Dernière actualisation : 25/10/2017, 12:23

François Hollande n’est pas candidat. On fait son bilan, on pointe ses échecs, mais on ne tire pas sur l’ambulance. Telle est la tonalité de nombreux médias suite à l’annonce-surprise du 1er décembre. Ils saluent sa décision, son discours, sa dignité, sa lucidité et son courage. Ils rouvrent les débats sur la charge présidentielle et sur son incarnation dans un pays à la fois royaliste, régicide et républicain.

Certains ont même l’impression d’avoir retrouvé un François Hollande qu’ils avaient perdu de vue. Un article du Monde intitulé « Ces mots enfin trouvés et qui ont tant fait défaut lors de ce quinquennat » se termine ainsi : « sans doute était-ce là son meilleur discours depuis son élection ».

Les Echos se sont livrés à une revue de presse et titrent : « Renoncement de Hollande : la presse met en avant le courage de la décision ». Mais était-ce vraiment un renoncement ? Au-delà du caractère inédit de l’annonce, pourquoi la déclaration de François Hollande a-t-elle frappé les esprits ? Et pourquoi me suis-je senti en net décalage avec tous ceux qui ont parlé de dignité, de lucidité et de courage ?

Quand on parle d’un renoncement…

François Hollande « [décide] de ne pas être candidat à l’élection présidentielle, au renouvellement donc de [son] mandat ». Quel nom donner à l’acte de ne pas être candidat ? Un verbe et un mot ont vite émergé : renoncer et renoncement, notamment avec le hashtag #Hollanderenonce sur Twitter.

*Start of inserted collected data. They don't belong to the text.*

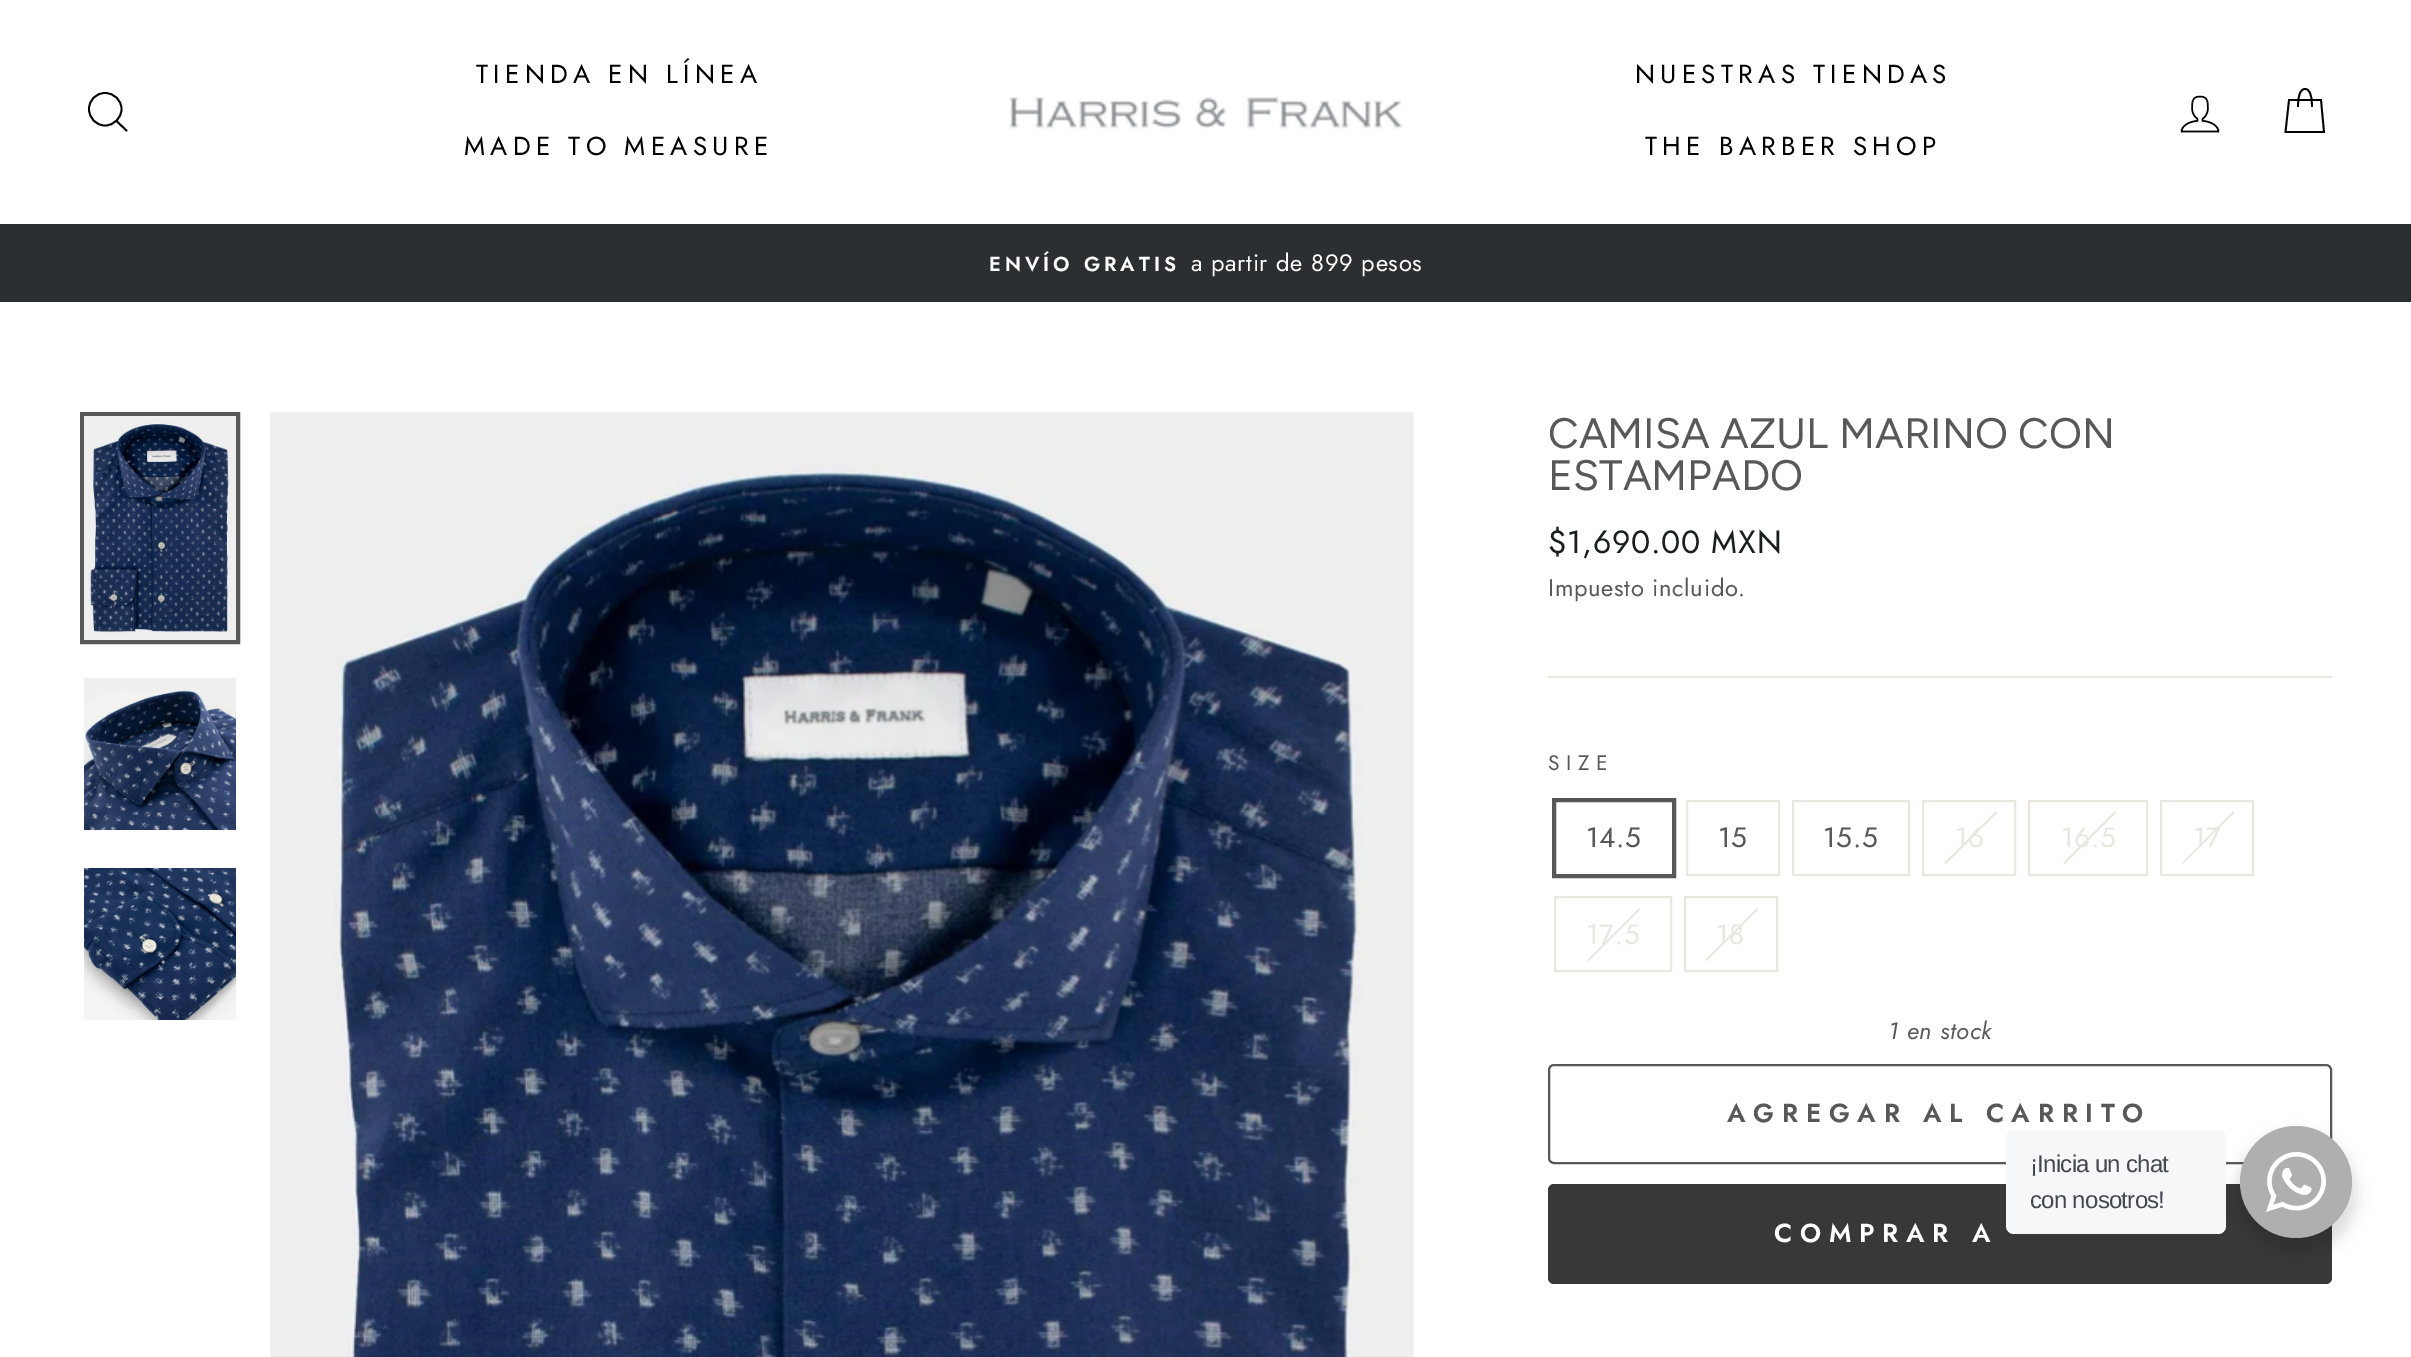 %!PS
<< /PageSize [2411 1357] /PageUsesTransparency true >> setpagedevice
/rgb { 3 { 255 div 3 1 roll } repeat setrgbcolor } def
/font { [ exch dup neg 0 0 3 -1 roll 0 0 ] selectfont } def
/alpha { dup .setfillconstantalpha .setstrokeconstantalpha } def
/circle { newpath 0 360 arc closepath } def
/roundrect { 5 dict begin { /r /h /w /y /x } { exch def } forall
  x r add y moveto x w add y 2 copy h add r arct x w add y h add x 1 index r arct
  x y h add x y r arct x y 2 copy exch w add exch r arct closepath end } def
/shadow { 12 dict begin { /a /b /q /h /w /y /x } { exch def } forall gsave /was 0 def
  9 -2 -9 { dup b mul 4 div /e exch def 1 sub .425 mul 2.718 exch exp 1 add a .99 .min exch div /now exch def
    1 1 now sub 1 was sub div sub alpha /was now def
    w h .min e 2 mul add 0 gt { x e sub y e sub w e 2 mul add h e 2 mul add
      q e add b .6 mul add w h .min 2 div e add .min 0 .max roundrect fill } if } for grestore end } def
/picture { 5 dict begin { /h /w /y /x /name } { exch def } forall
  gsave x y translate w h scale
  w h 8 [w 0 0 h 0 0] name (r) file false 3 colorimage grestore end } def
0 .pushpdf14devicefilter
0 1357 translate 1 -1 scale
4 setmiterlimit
255 255 255 rgb
0 0 2411 1357 rectfill
0 0 0 rgb
1.8 setlinewidth
121.5 109 moveto 121.5 118 114 125.5 105 125.5 curveto 96 125.5 89 118 89 109 curveto 89 100 96 93 105 93 curveto 114 93 121.5 100 121.5 109 curveto closepath 127 131 moveto 116.5 121 lineto stroke
(img/1.rgb) 1009 96 394 33 picture
(img/2.rgb) 2180 95 40 38 picture
2298 107 moveto 2298 93 2301 89 2305 89 curveto 2309 89 2312 93 2312 107 curveto 2289 100 moveto 2321 100 lineto 2324 132 lineto 2285.5 132 lineto closepath stroke
44 47 50 rgb
0 224 2411 78 rectfill
88 88 88 rgb
4 setlinewidth
82 414 156 228 rectstroke
(img/3.rgb) 84 416 152 224 picture
(img/4.rgb) 84 678 152 152 picture
(img/5.rgb) 84 868 152 152 picture
(img/6.rgb) 270 412 1144 945 picture
232 232 225 rgb
1548 676 784 2 rectfill
88 88 88 rgb
1554 800 120 76 rectstroke
232 232 225 rgb
2 setlinewidth
1687 801 92 74 rectstroke
1793 801 116 74 rectstroke
1923 801 92 74 rectstroke
1996 811 moveto 1997 813 lineto 1946 864 lineto 1944 863 lineto closepath fill
2029 801 118 74 rectstroke
2115 811 moveto 2116 813 lineto 2065 864 lineto 2063 863 lineto closepath fill
2161 801 92 74 rectstroke
2233 811 moveto 2234 813 lineto 2183 864 lineto 2182 863 lineto closepath fill
1555 897 116 74 rectstroke
1639 908 moveto 1640 910 lineto 1589 961 lineto 1587 960 lineto closepath fill
1685 897 92 74 rectstroke
1757 908 moveto 1758 910 lineto 1707 961 lineto 1705 960 lineto closepath fill
88 88 88 rgb
1549 1065 782 98 5 roundrect stroke
56 56 56 rgb
1548 1184 784 100 6 roundrect fill
0 0 0 rgb
2236 1134 120 120 60 8 0.14 shadow
245 247 249 rgb
2006 1130 220 104 8 roundrect fill
175 175 175 rgb
2296 1182 56 circle fill
(img/7.rgb) 2266 1152 60 60 picture
/Jost-Regular 26 font
0 0 0 rgb
476 83 moveto 5.25 0 (TIENDA EN LÍNEA) ashow
464 155 moveto 5.25 0 (MADE TO MEASURE) ashow
1635 83 moveto 5.25 0 (NUESTRAS TIENDAS) ashow
1645 155 moveto 5.25 0 (THE BARBER SHOP) ashow
/Jost-SemiBold 20.25 font
255 255 255 rgb
989 271 moveto 4 0 (ENVÍO GRATIS) ashow
/Jost-Regular 23.75 font
1191 271 moveto 0.7 0 (a partir de 899 pesos) ashow
/Figtree-Regular 42.5 font
88 88 88 rgb
1548 448 moveto (CAMISA AZUL MARINO CON) show
1548 490 moveto (ESTAMPADO) show
/Jost-Regular 32 font
28 29 29 rgb
1548 553 moveto 0.7 0 ($1,690.00 MXN) ashow
/Jost-Regular 23.75 font
88 88 88 rgb
1548 596 moveto 0.7 0 (Impuesto incluido.) ashow
/Jost-Regular 21 font
1548 770 moveto 6.5 0 (SIZE) ashow
/Jost-Regular 28 font
1586 847 moveto 0.7 0 (14.5) ashow
1718 847 moveto 0.7 0 (15) ashow
1823 847 moveto 0.7 0 (15.5) ashow
232 232 225 rgb
1955 847 moveto 0.7 0 (16) ashow
2061 847 moveto 0.7 0 (16.5) ashow
2193 847 moveto 0.7 0 (17) ashow
1586 944 moveto 0.7 0 (17.5) ashow
1716 944 moveto 0.7 0 (18) ashow
/Jost-Italic 23.75 font
88 88 88 rgb
1888 1039 moveto 0.7 0 (1 en stock) ashow
/Jost-SemiBold 26 font
1727 1122 moveto 7.75 0 (AGREGAR AL CARRITO) ashow
255 255 255 rgb
1774 1242 moveto 7.75 0 (COMPRAR A) ashow
/LiberationSans-Regular 24 font
67 71 78 rgb
2030 1172 moveto -0.75 0 (¡Inicia un chat) ashow
2030 1208 moveto -0.75 0 (con nosotros!) ashow
.poppdf14devicefilter showpage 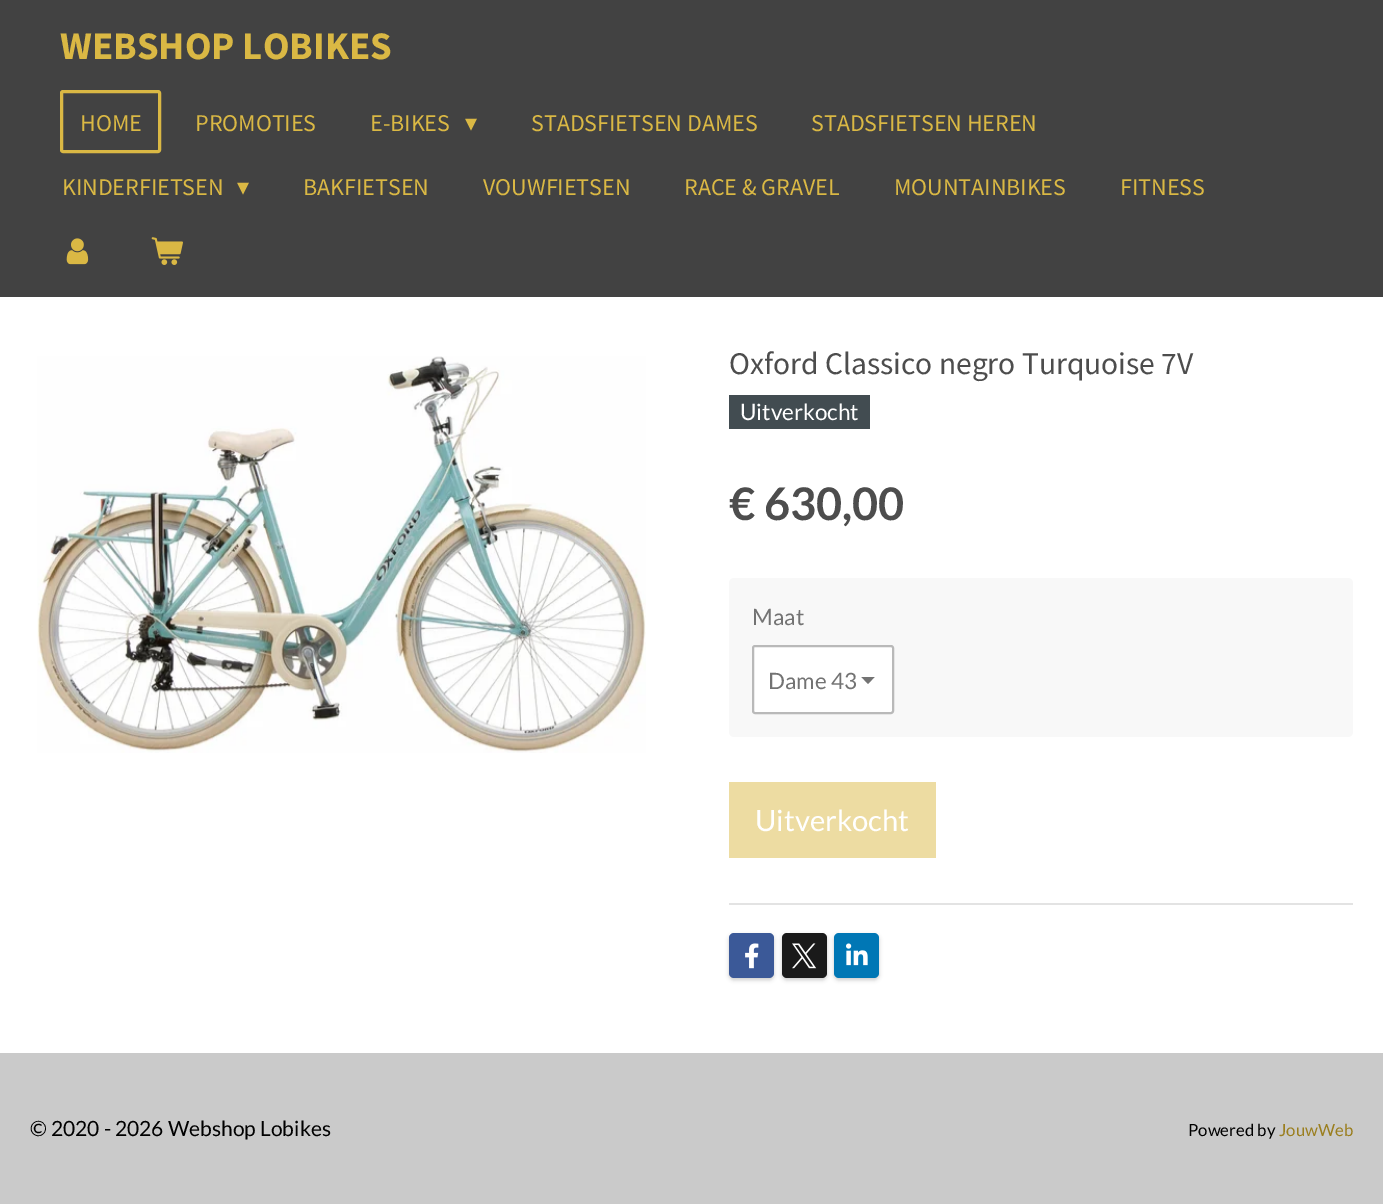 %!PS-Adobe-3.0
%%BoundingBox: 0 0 1383 1204
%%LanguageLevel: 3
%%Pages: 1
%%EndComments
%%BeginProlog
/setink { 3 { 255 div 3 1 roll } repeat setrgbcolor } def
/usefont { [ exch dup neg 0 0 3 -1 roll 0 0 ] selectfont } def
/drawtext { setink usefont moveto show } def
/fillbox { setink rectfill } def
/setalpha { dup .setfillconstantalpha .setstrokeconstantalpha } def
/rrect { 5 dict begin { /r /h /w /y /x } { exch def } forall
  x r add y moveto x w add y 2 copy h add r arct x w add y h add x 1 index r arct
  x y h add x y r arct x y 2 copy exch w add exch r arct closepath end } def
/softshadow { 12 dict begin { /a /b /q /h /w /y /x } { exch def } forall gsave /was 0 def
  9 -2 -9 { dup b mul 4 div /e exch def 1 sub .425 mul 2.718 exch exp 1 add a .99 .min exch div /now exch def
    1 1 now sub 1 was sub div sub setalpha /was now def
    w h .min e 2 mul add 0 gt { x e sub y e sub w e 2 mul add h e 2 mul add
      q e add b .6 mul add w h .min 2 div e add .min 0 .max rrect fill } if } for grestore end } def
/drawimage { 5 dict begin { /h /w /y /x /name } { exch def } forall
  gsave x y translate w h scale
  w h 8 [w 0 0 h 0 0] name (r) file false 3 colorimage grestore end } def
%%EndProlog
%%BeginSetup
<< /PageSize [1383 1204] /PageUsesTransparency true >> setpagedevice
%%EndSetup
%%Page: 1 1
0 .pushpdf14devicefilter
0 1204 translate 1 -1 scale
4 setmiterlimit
0 0 1383 1204 255 255 255 fillbox
0 0 1383 297 66 66 66 fillbox
(WEBSHOP LOBIKES) 60 59 /SourceSansPro-Bold 39 218 184 68 drawtext
3 setlinewidth
61.5 91.5 98 60 1.5 rrect stroke
(HOME) 80 131 /SourceSansPro-Regular 24 218 184 68 drawtext
(PROMOTIES) 195 131 /SourceSansPro-Regular 24 218 184 68 drawtext
(E-BIKES) 370 131 /SourceSansPro-Regular 24 218 184 68 drawtext
(▾) 465 131 /DejaVuSans-Regular 24 218 184 68 drawtext
(STADSFIETSEN DAMES) 531 131 /SourceSansPro-Regular 24 218 184 68 drawtext
(STADSFIETSEN HEREN) 811 131 /SourceSansPro-Regular 24 218 184 68 drawtext
(KINDERFIETSEN) 62 195 /SourceSansPro-Regular 24 218 184 68 drawtext
(▾) 237 195 /DejaVuSans-Regular 24 218 184 68 drawtext
(BAKFIETSEN) 303 195 /SourceSansPro-Regular 24 218 184 68 drawtext
(VOUWFIETSEN) 483 195 /SourceSansPro-Regular 24 218 184 68 drawtext
(RACE & GRAVEL) 684 195 /SourceSansPro-Regular 24 218 184 68 drawtext
(MOUNTAINBIKES) 894 195 /SourceSansPro-Regular 24 218 184 68 drawtext
(FITNESS) 1120 195 /SourceSansPro-Regular 24 218 184 68 drawtext
(assets/img1.rgb) 66 238 23 27 drawimage
(assets/img2.rgb) 151 237 32 28 drawimage
(assets/img3.rgb) 37 356 609 397 drawimage
(Oxford Classico negro Turquoise 7V) 729 374 /SourceSansPro-Regular 31.5 77 77 77 drawtext
729 395 141 34 66 76 81 fillbox
(Uitverkocht) 740 420 /Lato-Regular 22.5 255 255 255 drawtext
(€ 630,00) 729 520 /Lato-Bold 45 77 77 77 drawtext
248 248 248 setink
729 578 624 159 5 rrect fill
(Maat) 752 625 /Lato-Regular 22.5 115 115 115 drawtext
255 255 255 setink
752 645 142 69 3 rrect fill
gsave
861 677 15 7 rectclip
115 115 115 setink
868 684 moveto 861 676.5 lineto 875 676.5 lineto closepath fill
grestore
0.5 setalpha
115 115 115 setink
2 setlinewidth
753 646 140 67 2 rrect stroke
1 setalpha
(Dame 43) 768 689 /Lato-Regular 22.5 115 115 115 drawtext
729 782 207 76 237 220 162 fillbox
(Uitverkocht) 755 831 /Lato-Regular 29.25 255 255 255 drawtext
729 903 624 2 227 227 227 fillbox
0 0 0 setink
729 935 45 45 5 2 0.2 softshadow
59 89 152 setink
729 933 45 45 5 rrect fill
(assets/img4.rgb) 745 943 14 26 drawimage
0 0 0 setink
782 935 45 45 5 2 0.2 softshadow
26 26 26 setink
782 933 45 45 5 rrect fill
(assets/img5.rgb) 792 943 25 26 drawimage
0 0 0 setink
834 935 45 45 5 2 0.2 softshadow
0 119 181 setink
834 933 45 45 5 rrect fill
(assets/img6.rgb) 846 943 22 23 drawimage
0 1053 1383 151 202 202 202 fillbox
(© 2020 - 2026 Webshop Lobikes) 30 1136 /Lato-Regular 21 0 0 0 drawtext
(Powered by) 1188 1136 /Lato-Regular 16.75 0 0 0 drawtext
(JouwWeb) 1279 1136 /Lato-Regular 16.75 154 126 30 drawtext
.poppdf14devicefilter showpage
%%EOF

Nommer, c’est souvent cadrer une réalité et installer une vision. Le verbe « renoncer » est loin d’être neutre. Il s’utilise à la voie active (je renonce) et évoque l’idée d’un sacrifice au nom de quelque chose de supérieur (je renonce à la crème brûlée… chacun devine pourquoi). Il dit, surtout, que l’on se désiste d’un droit, que l’on abandonne une possibilité, bref que l’on est libre et que l’on est maître de son destin.

François Hollande n’a pas renoncé, il a été empêché.

Dans le cas de François Hollande, « renoncer » est-il le mot le plus approprié ? Pas vraiment ! Jusqu’à récemment, François Hollande voulait être candidat à un second mandat. Il s’y préparait quasiment depuis mai 2012. Il se relançait avec de grands discours sur « la gauche et le pouvoir » (mai 2016) ou sur « la démocratie face au terrorisme » (septembre 2016). Il voyait en la primaire du PS un tremplin lui permettant de prendre son élan pour avril 2017. En octobre 2016, il clamait même en une de L’Obs : « je suis prêt ».

Ne nous aveuglons pas ! Ne pas être candidat n’était pas le premier choix de François Hollande. Le Président a été bloqué sur la rampe de lancement qui devait le mettre sur orbite. Il a été empêché par les pressions conjointes de Manuel Valls et des sondages. Face à la perspective d’une élimination à la primaire de janvier, il a choisi une voie inédite : se débrancher six mois avant la fin de son mandat. Il s’agit d’un empêchement et non pas d’un renoncement. Mais « empêcher » oblige à utiliser la voie passive (je suis empêché) et à reconnaître que l’on n’est plus maître de son destin. Trop dur !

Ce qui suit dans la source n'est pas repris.